Франческо хотел было свернуть свиток, однако руки его дрожали так, что он оставил попытку. И тут же взял в руки молоток, чтобы унять дрожь.
— Его святейшество обещал мне возместить ваши потери, — тихо и сочувственно проговорил Спада, намеренно игнорируя вспышку раздражения Борромини. — Он намерен поручить вам расширение своего фамильного палаццо и возведение новой церкви Санта-Агнезе. Потерпите немного, вас ждет статус главного архитектора Форума Памфили.
Франческо продолжал упрямо смотреть в сторону, время от времени постукивая молотком по сжатой в кулак ладони левой руки. Разве может понять этот коротышка монсеньор, что творится сейчас у него в душе!
Дело в том, что Спада стал свидетелем его краха, его унижения, и осознание этого мучило сейчас Франческо едва ли не больше, чем отказ папы в пользу его извечного соперника Лоренцо Бернини, представившего к тому же вполне пристойный проект.
— Я не верю ни одному вашему слову, — резко произнес Борромини.
— Я готов поручиться за то, что говорю. Самое главное, чтобы вы в этой истории проявили терпимость и сговорчивость.
— Я тоже готов поддержать вас, — с полным ртом подал голос Камильо. — Моя мать назначила меня главным застройщиком Форума, и я использую все свое влияние, если вы пожелаете. Донна Олимпия захотела устроить галерею между залами для приемов и личными апартаментами. Разве это не шанс для вас?
Франческо не слушал кардинала, он наблюдал за своими каменотесами. И те, в свою очередь, чувствовали, что назревают неприятности. С преувеличенным усердием они ваяли херувима. Неужели они все-таки подслушали разговор? Если да, то на его авторитете можно поставить крест.
— Черт побери! — вдруг закричал Борроминн. — Да вы в своем уме?! Молотите по камню так, будто собрались истолочь его в пыль! Сколько раз вам говорить, что камень требует осторожности?
И, яростно топая ногами, направился к рабочим показать, как нужно обходиться с херувимом. Франческо самолично заготовил каждую фигуру, вложил в нее душу. Может, они думают, что если не Бернини, а он заготовил их, то и работать можно спустя рукава?

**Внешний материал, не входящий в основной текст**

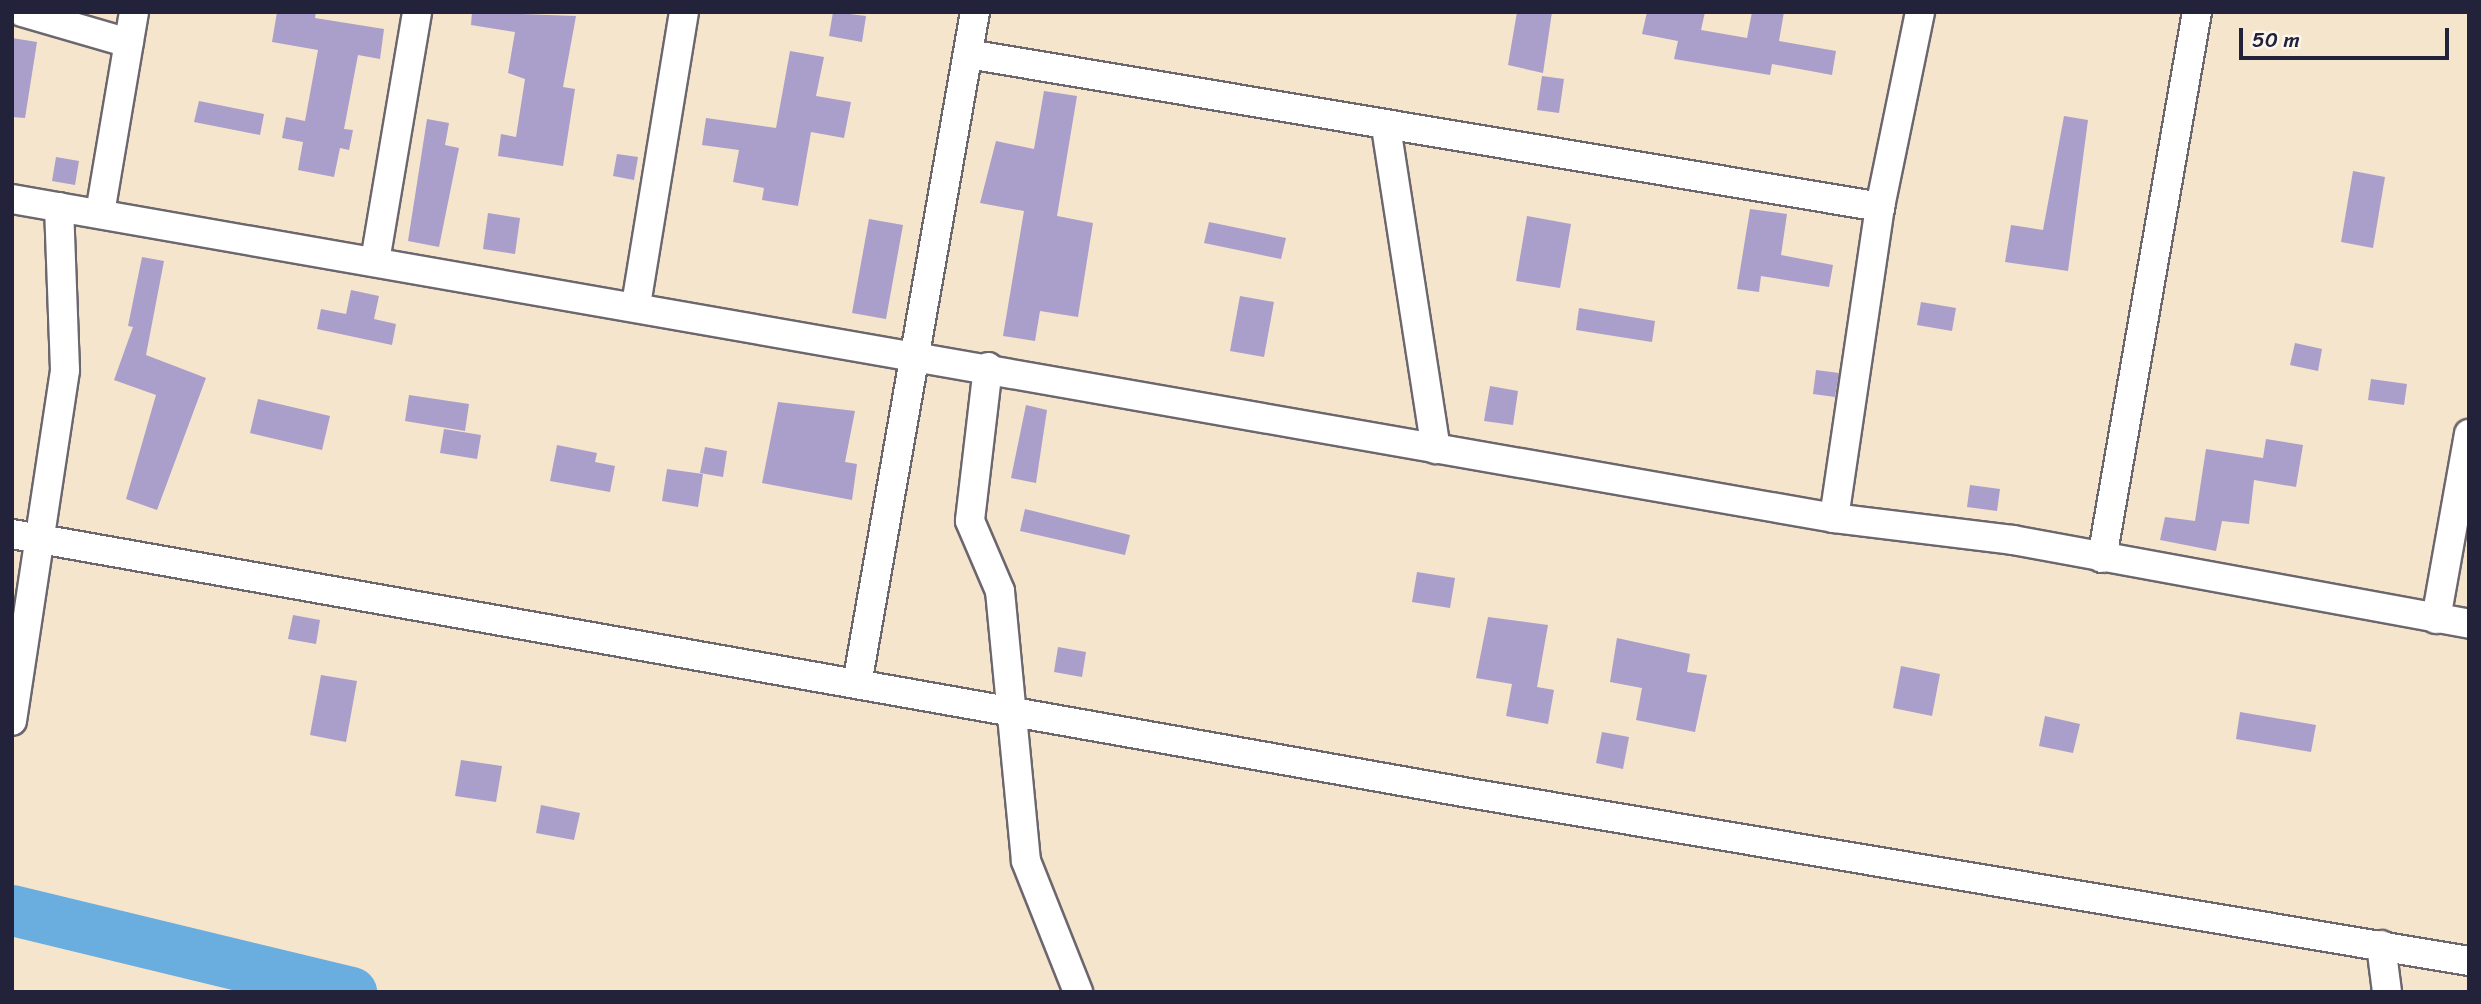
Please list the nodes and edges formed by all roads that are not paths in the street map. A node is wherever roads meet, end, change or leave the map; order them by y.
1 (22, 12) edge
2 (134, 12) edge
3 (417, 12) edge
4 (684, 12) edge
5 (975, 12) edge
6 (1920, 12) edge
7 (2197, 12) edge
8 (128, 43) junction
9 (968, 54) junction
10 (1386, 127) junction
11 (12, 199) edge
12 (59, 207) junction
13 (1880, 207) junction
14 (100, 213) junction
15 (376, 261) junction
16 (636, 305) junction
17 (914, 354) junction
18 (988, 367) junction
19 (2469, 434) edge
20 (1436, 449) junction
21 (1834, 518) junction
22 (12, 534) edge
23 (42, 539) junction
24 (2102, 558) junction
25 (2436, 619) junction
26 (2469, 624) edge
27 (857, 684) junction
28 (1010, 712) junction
29 (12, 721) edge
30 (2381, 945) junction
31 (2469, 961) edge
32 (1078, 992) edge
33 (2387, 992) edge

1 - 8 street
2 - 8 street
3 - 15 street
4 - 16 street
5 - 9 street
6 - 13 street
7 - 24 street
8 - 14 street
9 - 10 street
9 - 17 street
10 - 13 street
10 - 20 street
11 - 12 street
12 - 14 street
12 - 23 street
13 - 21 street
14 - 15 street
15 - 16 street
16 - 17 street
17 - 18 street
17 - 27 street
18 - 20 street
18 - 28 street
19 - 25 street
20 - 21 street
21 - 24 street
22 - 23 street
23 - 27 street
23 - 29 street
24 - 25 street
25 - 26 street
27 - 28 street
28 - 30 street
28 - 32 street
30 - 31 street
30 - 33 street

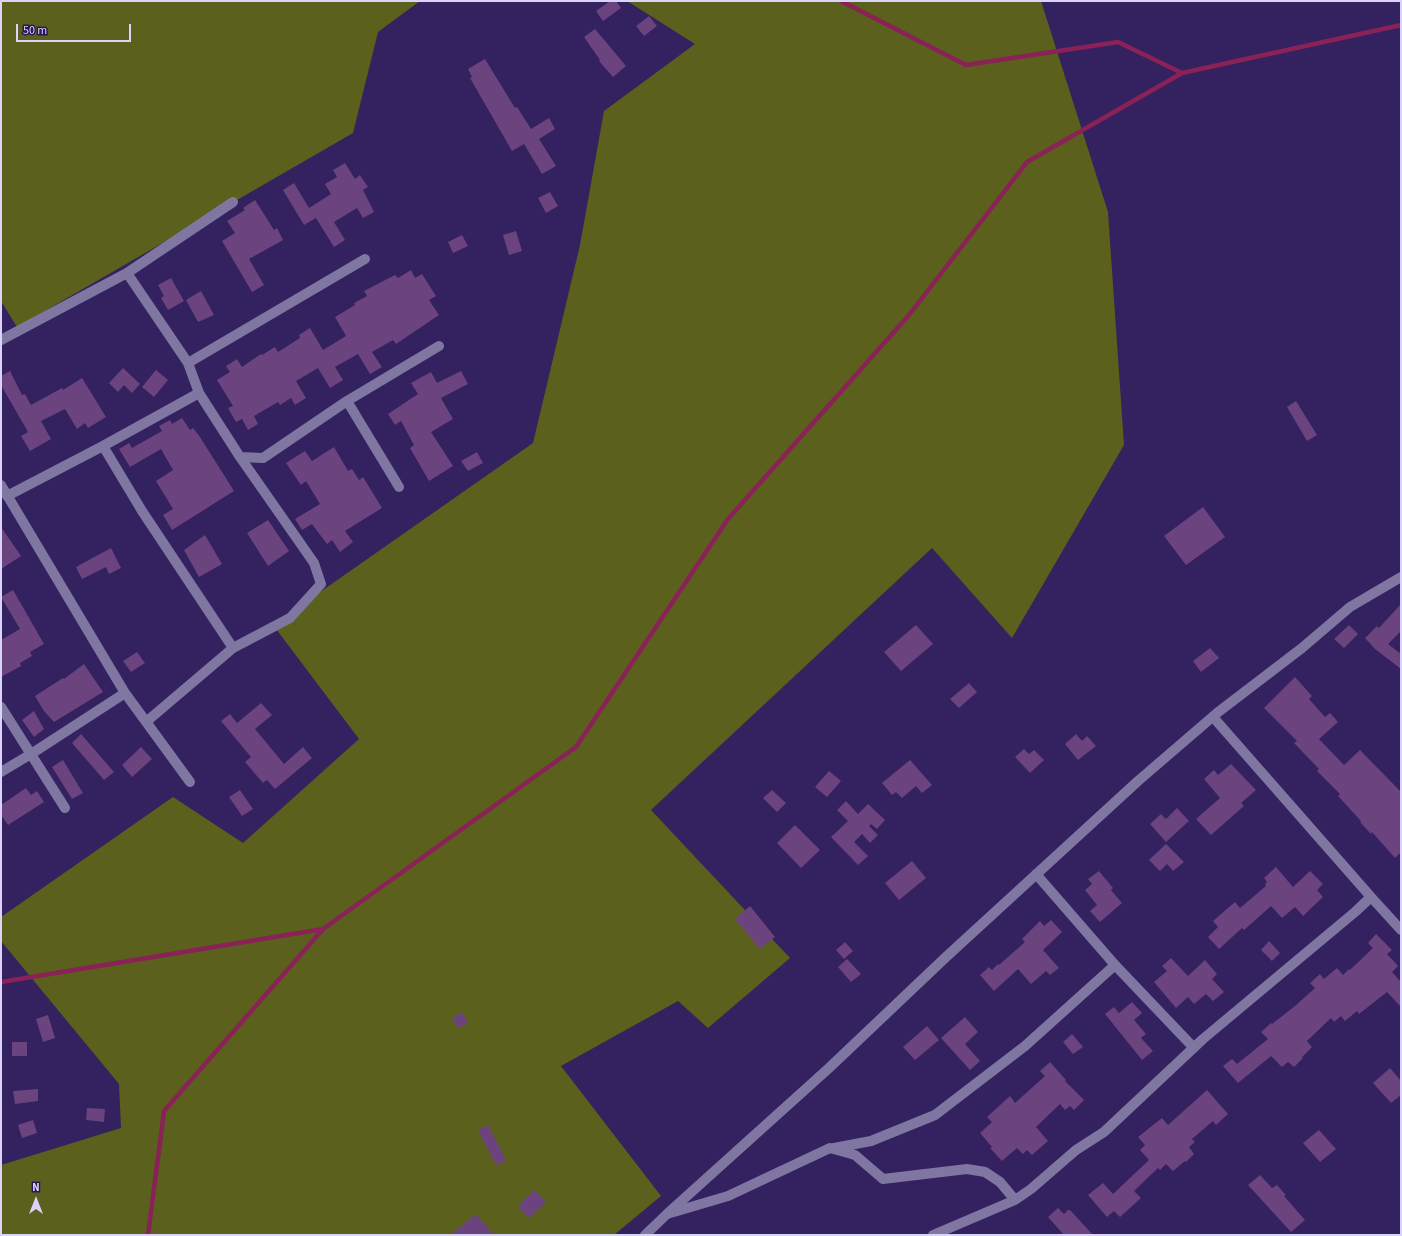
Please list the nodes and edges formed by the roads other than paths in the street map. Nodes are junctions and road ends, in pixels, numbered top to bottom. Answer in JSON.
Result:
{"nodes":[{"id":1,"x":233,"y":202,"type":"dead end"},
{"id":2,"x":365,"y":259,"type":"dead end"},
{"id":3,"x":127,"y":273,"type":"junction"},
{"id":4,"x":1,"y":340,"type":"edge"},
{"id":5,"x":439,"y":346,"type":"dead end"},
{"id":6,"x":188,"y":363,"type":"junction"},
{"id":7,"x":199,"y":393,"type":"junction"},
{"id":8,"x":347,"y":401,"type":"junction"},
{"id":9,"x":103,"y":446,"type":"junction"},
{"id":10,"x":240,"y":457,"type":"junction"},
{"id":11,"x":1,"y":486,"type":"edge"},
{"id":12,"x":399,"y":487,"type":"dead end"},
{"id":13,"x":7,"y":496,"type":"junction"},
{"id":14,"x":1401,"y":577,"type":"edge"},
{"id":15,"x":234,"y":648,"type":"junction"},
{"id":16,"x":125,"y":693,"type":"junction"},
{"id":17,"x":1,"y":707,"type":"edge"},
{"id":18,"x":1213,"y":717,"type":"junction"},
{"id":19,"x":146,"y":722,"type":"junction"},
{"id":20,"x":31,"y":754,"type":"junction"},
{"id":21,"x":1,"y":772,"type":"edge"},
{"id":22,"x":190,"y":782,"type":"dead end"},
{"id":23,"x":65,"y":808,"type":"dead end"},
{"id":24,"x":1036,"y":874,"type":"junction"},
{"id":25,"x":1371,"y":897,"type":"junction"},
{"id":26,"x":1401,"y":930,"type":"edge"},
{"id":27,"x":1115,"y":965,"type":"junction"},
{"id":28,"x":1194,"y":1048,"type":"junction"},
{"id":29,"x":830,"y":1148,"type":"junction"},
{"id":30,"x":1015,"y":1200,"type":"junction"},
{"id":31,"x":668,"y":1214,"type":"junction"},
{"id":32,"x":644,"y":1235,"type":"edge"},
{"id":33,"x":933,"y":1235,"type":"edge"}],
"edges":[{"from":1,"to":3,"type":"street"},
{"from":2,"to":6,"type":"street"},
{"from":3,"to":4,"type":"street"},
{"from":3,"to":6,"type":"street"},
{"from":5,"to":8,"type":"street"},
{"from":6,"to":7,"type":"street"},
{"from":7,"to":9,"type":"street"},
{"from":7,"to":10,"type":"street"},
{"from":8,"to":10,"type":"street"},
{"from":8,"to":12,"type":"street"},
{"from":9,"to":13,"type":"street"},
{"from":9,"to":15,"type":"street"},
{"from":10,"to":15,"type":"street"},
{"from":11,"to":13,"type":"street"},
{"from":13,"to":16,"type":"street"},
{"from":14,"to":18,"type":"street"},
{"from":15,"to":19,"type":"street"},
{"from":16,"to":19,"type":"street"},
{"from":16,"to":20,"type":"street"},
{"from":17,"to":20,"type":"street"},
{"from":18,"to":24,"type":"street"},
{"from":18,"to":25,"type":"street"},
{"from":19,"to":22,"type":"street"},
{"from":20,"to":21,"type":"street"},
{"from":20,"to":23,"type":"street"},
{"from":24,"to":27,"type":"street"},
{"from":24,"to":31,"type":"street"},
{"from":25,"to":26,"type":"street"},
{"from":25,"to":28,"type":"street"},
{"from":27,"to":28,"type":"street"},
{"from":27,"to":29,"type":"street"},
{"from":28,"to":30,"type":"street"},
{"from":29,"to":30,"type":"street"},
{"from":29,"to":31,"type":"street"},
{"from":30,"to":33,"type":"street"},
{"from":31,"to":32,"type":"street"}]}
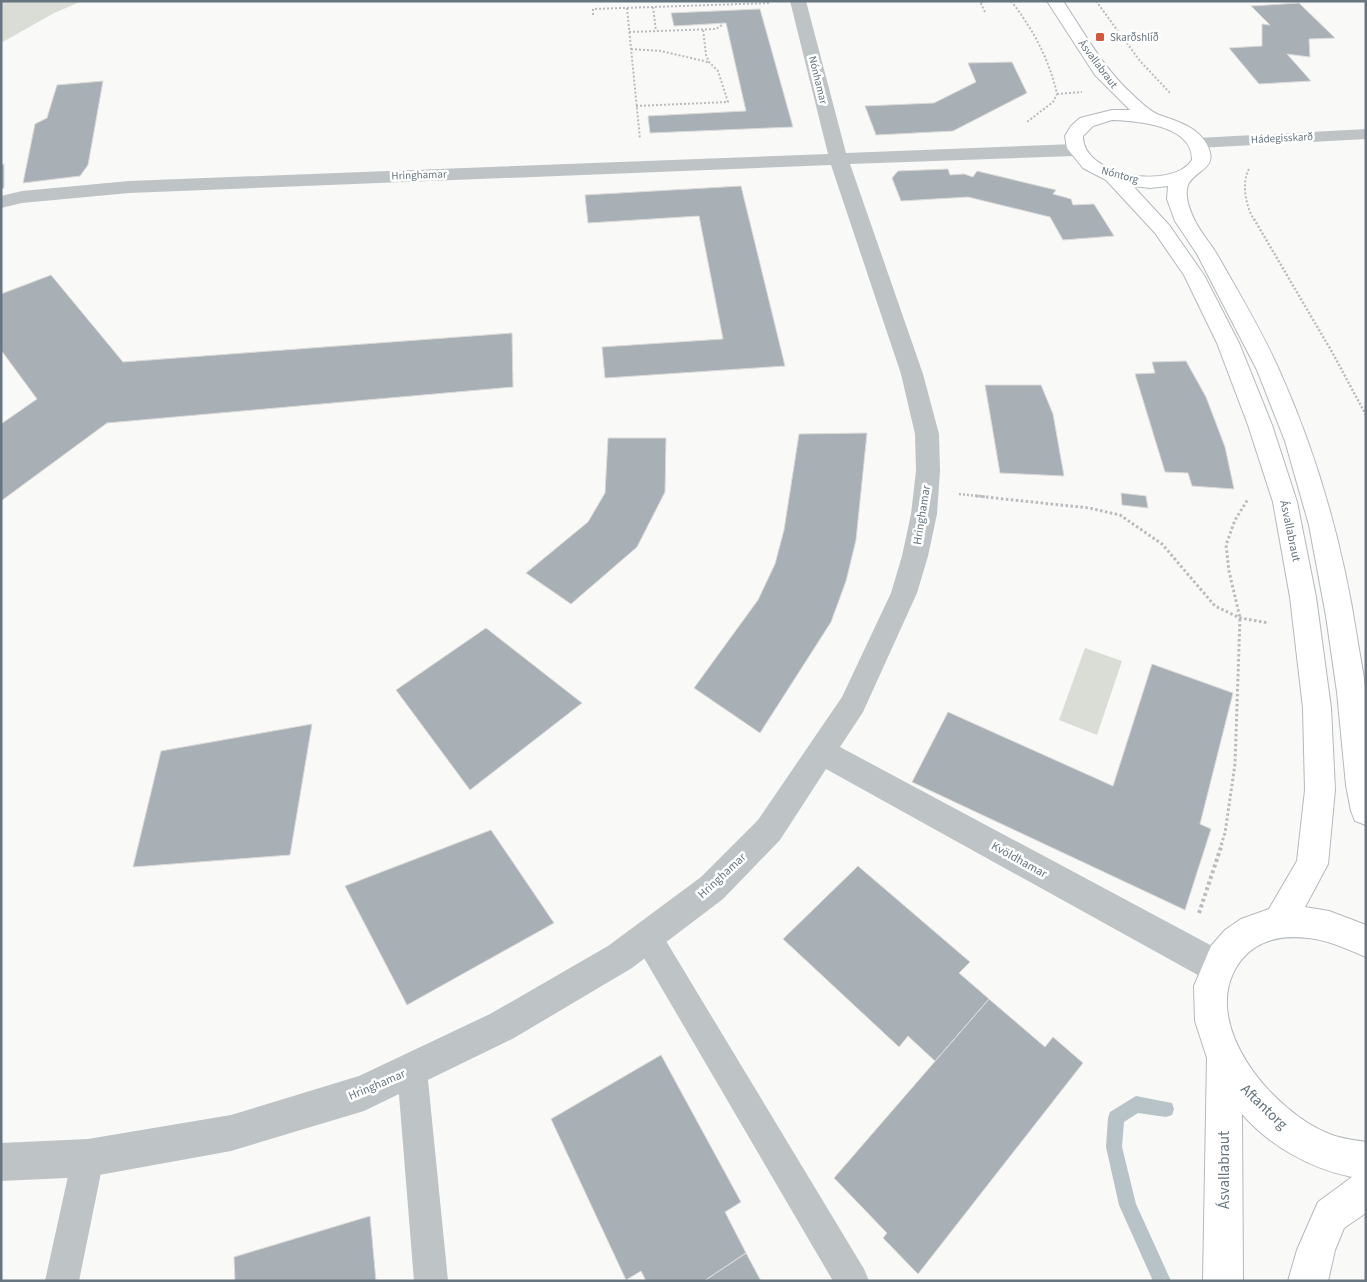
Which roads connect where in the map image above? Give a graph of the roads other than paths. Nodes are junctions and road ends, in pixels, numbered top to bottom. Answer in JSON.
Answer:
{"nodes":[{"id":1,"x":1038,"y":1,"type":"edge"},
{"id":2,"x":1055,"y":1,"type":"edge"},
{"id":3,"x":798,"y":2,"type":"edge"},
{"id":4,"x":1095,"y":105,"type":"junction"},
{"id":5,"x":1152,"y":118,"type":"junction"},
{"id":6,"x":1366,"y":134,"type":"edge"},
{"id":7,"x":1198,"y":143,"type":"junction"},
{"id":8,"x":1075,"y":150,"type":"junction"},
{"id":9,"x":838,"y":158,"type":"junction"},
{"id":10,"x":1113,"y":176,"type":"junction"},
{"id":11,"x":1184,"y":177,"type":"junction"},
{"id":12,"x":1,"y":202,"type":"edge"},
{"id":13,"x":822,"y":752,"type":"junction"},
{"id":14,"x":1366,"y":810,"type":"edge"},
{"id":15,"x":1279,"y":922,"type":"junction"},
{"id":16,"x":647,"y":936,"type":"junction"},
{"id":17,"x":1366,"y":941,"type":"edge"},
{"id":18,"x":1217,"y":967,"type":"junction"},
{"id":19,"x":1224,"y":1059,"type":"junction"},
{"id":20,"x":412,"y":1070,"type":"junction"},
{"id":21,"x":88,"y":1158,"type":"junction"},
{"id":22,"x":1366,"y":1161,"type":"edge"},
{"id":23,"x":1,"y":1162,"type":"edge"},
{"id":24,"x":1366,"y":1190,"type":"edge"},
{"id":25,"x":62,"y":1281,"type":"edge"},
{"id":26,"x":431,"y":1281,"type":"edge"},
{"id":27,"x":852,"y":1281,"type":"edge"},
{"id":28,"x":1223,"y":1281,"type":"edge"},
{"id":29,"x":1308,"y":1281,"type":"edge"}],
"edges":[{"from":1,"to":4,"type":"main road","name":"Ásvallabraut"},
{"from":2,"to":5,"type":"main road","name":"Ásvallabraut"},
{"from":3,"to":9,"type":"street","name":"Nónhamar"},
{"from":4,"to":5,"type":"main road"},
{"from":4,"to":8,"type":"main road"},
{"from":5,"to":7,"type":"main road"},
{"from":6,"to":7,"type":"street","name":"Hádegisskarð"},
{"from":7,"to":11,"type":"main road"},
{"from":8,"to":9,"type":"street","name":"Hringhamar"},
{"from":8,"to":10,"type":"main road","name":"Nóntorg"},
{"from":9,"to":12,"type":"street","name":"Hringhamar"},
{"from":9,"to":13,"type":"street","name":"Hringhamar"},
{"from":10,"to":11,"type":"main road","name":"Nóntorg"},
{"from":10,"to":15,"type":"main road","name":"Ásvallabraut"},
{"from":11,"to":14,"type":"main road"},
{"from":13,"to":16,"type":"street","name":"Hringhamar"},
{"from":13,"to":18,"type":"street","name":"Kvöldhamar"},
{"from":15,"to":17,"type":"main road","name":"Aftantorg"},
{"from":15,"to":18,"type":"main road","name":"Aftantorg"},
{"from":16,"to":20,"type":"street","name":"Hringhamar"},
{"from":16,"to":27,"type":"lane"},
{"from":18,"to":19,"type":"main road","name":"Aftantorg"},
{"from":19,"to":22,"type":"main road","name":"Aftantorg"},
{"from":19,"to":28,"type":"main road","name":"Ásvallabraut"},
{"from":20,"to":21,"type":"street","name":"Hringhamar"},
{"from":20,"to":26,"type":"lane"},
{"from":21,"to":23,"type":"street","name":"Hringhamar"},
{"from":21,"to":25,"type":"lane"},
{"from":24,"to":29,"type":"main road"}]}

Спада попытался удержать его.
— Тут есть еще одна деталь, синьор Борромини.
— Что там у вас? — обернулся Франческо.
— Подача воды на пьяцца Навона.
— Да, ну и что? Что с этой водой?
— Воду возможно подавать в очень небольших количествах-давление Аква Венджине никудышное.
— Да-да, это мне хорошо известно.
— Если исходить из проекта, фонтан потребует очень большого количества воды, а ее просто неоткуда взять. И похоже, кавальере Бернини упустил это из виду и понятия не имеет, как справиться с проблемой.
— Представьте себе, вот как раз это меня и не удивляет! — иронически усмехнулся Франческо. — Помнится, наш кавальере — смотритель городских фонтанов и водопровода? Этим титулом он в свое время похвалялся на каждом шагу.
Спада не спешил заговорить, но взгляд Борромини выдержал. Франческо понимал, какой вопрос вертится сейчас на языке монсеньора. Неужели у него хватит совести задать и его?
У Спады на лице были написаны все тридцать три несчастья, он стеснительно переминался с ноги на ногу.
— Насколько мне известно, — начал он, — вы уже сделали расчеты нового водопровода. И с вашей стороны было бы весьма любезно передать их в наше распоряжение.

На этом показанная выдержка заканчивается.